The Brent lab studies the causes and consequences of non-genetic variation in cell signaling and downstream phenotype. Our current work studies systems level mechanisms by which evolved and synthetic S. cerevisiae signaling systems can limit the effects of this variability. We are building on this knowledge to construct chemically tunable, variation suppressed controllers of gene expression in yeast and in higher eukaryotes. By developing and distributing such "expression clamped" controllers to researchers worldwide, we hope to speed biological discovery by enabling investigators to tightly regulate and study incompletely penetrant phenotypes and threshold phenotypes affected by small differences in protein dosage.
We have recently begun an applied project that uses deep neural networks that help augmented reality systems provide guidance for researchers performing lab procedures.

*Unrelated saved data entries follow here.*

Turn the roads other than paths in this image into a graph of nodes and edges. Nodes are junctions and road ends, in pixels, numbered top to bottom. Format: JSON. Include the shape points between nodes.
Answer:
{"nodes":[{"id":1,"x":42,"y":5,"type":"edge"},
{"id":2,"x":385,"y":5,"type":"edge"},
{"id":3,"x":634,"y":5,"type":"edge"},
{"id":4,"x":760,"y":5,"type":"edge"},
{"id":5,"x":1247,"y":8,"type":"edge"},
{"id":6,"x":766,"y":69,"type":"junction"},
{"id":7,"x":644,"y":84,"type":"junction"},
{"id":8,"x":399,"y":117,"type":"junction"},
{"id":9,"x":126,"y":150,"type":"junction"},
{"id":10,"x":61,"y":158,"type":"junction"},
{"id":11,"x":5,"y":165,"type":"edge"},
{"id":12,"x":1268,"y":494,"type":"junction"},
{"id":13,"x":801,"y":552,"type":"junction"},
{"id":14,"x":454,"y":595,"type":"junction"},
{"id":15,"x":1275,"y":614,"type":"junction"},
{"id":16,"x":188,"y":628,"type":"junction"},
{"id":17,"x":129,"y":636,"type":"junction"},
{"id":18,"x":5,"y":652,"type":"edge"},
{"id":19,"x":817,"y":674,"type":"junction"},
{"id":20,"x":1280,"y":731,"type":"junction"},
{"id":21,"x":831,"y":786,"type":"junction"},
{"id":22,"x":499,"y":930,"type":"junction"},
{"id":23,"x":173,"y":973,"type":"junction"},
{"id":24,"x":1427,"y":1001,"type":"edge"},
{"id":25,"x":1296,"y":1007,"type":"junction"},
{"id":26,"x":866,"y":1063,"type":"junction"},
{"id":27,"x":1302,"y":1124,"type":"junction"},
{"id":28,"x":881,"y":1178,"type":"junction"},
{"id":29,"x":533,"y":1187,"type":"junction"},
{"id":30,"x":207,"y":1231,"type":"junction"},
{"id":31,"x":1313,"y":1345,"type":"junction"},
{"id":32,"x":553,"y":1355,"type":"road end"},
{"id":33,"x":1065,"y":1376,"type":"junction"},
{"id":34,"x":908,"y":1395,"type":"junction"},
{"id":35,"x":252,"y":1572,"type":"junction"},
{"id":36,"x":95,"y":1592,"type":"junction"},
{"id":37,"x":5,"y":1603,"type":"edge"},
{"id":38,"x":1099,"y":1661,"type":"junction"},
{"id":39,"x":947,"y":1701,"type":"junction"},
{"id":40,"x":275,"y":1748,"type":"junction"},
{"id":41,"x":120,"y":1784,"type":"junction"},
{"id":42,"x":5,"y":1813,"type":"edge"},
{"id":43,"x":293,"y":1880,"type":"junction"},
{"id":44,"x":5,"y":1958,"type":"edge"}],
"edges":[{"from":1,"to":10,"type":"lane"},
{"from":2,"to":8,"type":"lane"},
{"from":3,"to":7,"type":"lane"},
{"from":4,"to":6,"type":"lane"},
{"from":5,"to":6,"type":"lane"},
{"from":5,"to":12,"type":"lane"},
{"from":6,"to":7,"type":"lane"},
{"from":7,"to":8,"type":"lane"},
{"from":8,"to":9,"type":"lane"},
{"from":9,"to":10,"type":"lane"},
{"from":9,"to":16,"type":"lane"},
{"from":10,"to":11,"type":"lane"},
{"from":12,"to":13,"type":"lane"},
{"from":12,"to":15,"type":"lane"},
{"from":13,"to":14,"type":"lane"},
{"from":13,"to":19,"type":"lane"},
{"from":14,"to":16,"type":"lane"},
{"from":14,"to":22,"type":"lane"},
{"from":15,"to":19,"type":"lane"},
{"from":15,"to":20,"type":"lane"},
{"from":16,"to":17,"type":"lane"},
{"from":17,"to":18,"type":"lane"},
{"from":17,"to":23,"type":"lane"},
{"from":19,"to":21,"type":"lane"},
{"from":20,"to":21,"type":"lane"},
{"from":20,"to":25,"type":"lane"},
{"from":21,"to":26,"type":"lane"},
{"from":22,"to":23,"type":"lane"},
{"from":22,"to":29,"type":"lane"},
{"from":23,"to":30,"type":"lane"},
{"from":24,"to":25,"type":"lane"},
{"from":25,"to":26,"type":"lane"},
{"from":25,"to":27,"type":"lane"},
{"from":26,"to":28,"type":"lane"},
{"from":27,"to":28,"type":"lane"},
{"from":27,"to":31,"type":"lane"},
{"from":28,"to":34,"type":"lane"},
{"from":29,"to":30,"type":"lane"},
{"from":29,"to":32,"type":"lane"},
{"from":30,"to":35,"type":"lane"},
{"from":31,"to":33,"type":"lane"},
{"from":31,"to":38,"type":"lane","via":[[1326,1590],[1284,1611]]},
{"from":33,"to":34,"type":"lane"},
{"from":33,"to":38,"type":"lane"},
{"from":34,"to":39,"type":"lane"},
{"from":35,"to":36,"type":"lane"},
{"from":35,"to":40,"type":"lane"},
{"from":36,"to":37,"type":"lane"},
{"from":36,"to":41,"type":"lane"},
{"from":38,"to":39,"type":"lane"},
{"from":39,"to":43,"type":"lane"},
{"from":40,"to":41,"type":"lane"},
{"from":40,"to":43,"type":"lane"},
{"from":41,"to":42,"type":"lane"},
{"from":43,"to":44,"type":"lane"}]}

These projects support the lab mission of working to accelerate the pace of scientific discovery over the course of the 21st century. To this end, lab members are encouraged to consider the anthropology of the contemporary, here including the regulatory, economic, political and social frameworks within which the lab's research functions, and the ways that increases in biological knowledge and capability are impacting human affairs.
Dr. Brent is a Professor of Basic Sciences and an Adjunct Professor of Public Health Sciences. He holds affiliate appointments in the Department of Genome Sciences and Department of Bioengineering at the University of Washington.
June 18, 2019
The lab is enriched by the presence of Gabriella LaBazzo, a microbiology major, from Cody, Wyoming by way of Colorado State, and Karrington T. Ogans, a mathematics major, from Seattle having graduated from Gonzaga University.
June 6, 2019
Scientific Reports has accepted for publication Crane et al., "In vivo measurements reveal a single 5’-intron is sufficient to increase protein expression level in Caenorhabditis elegans" for publication.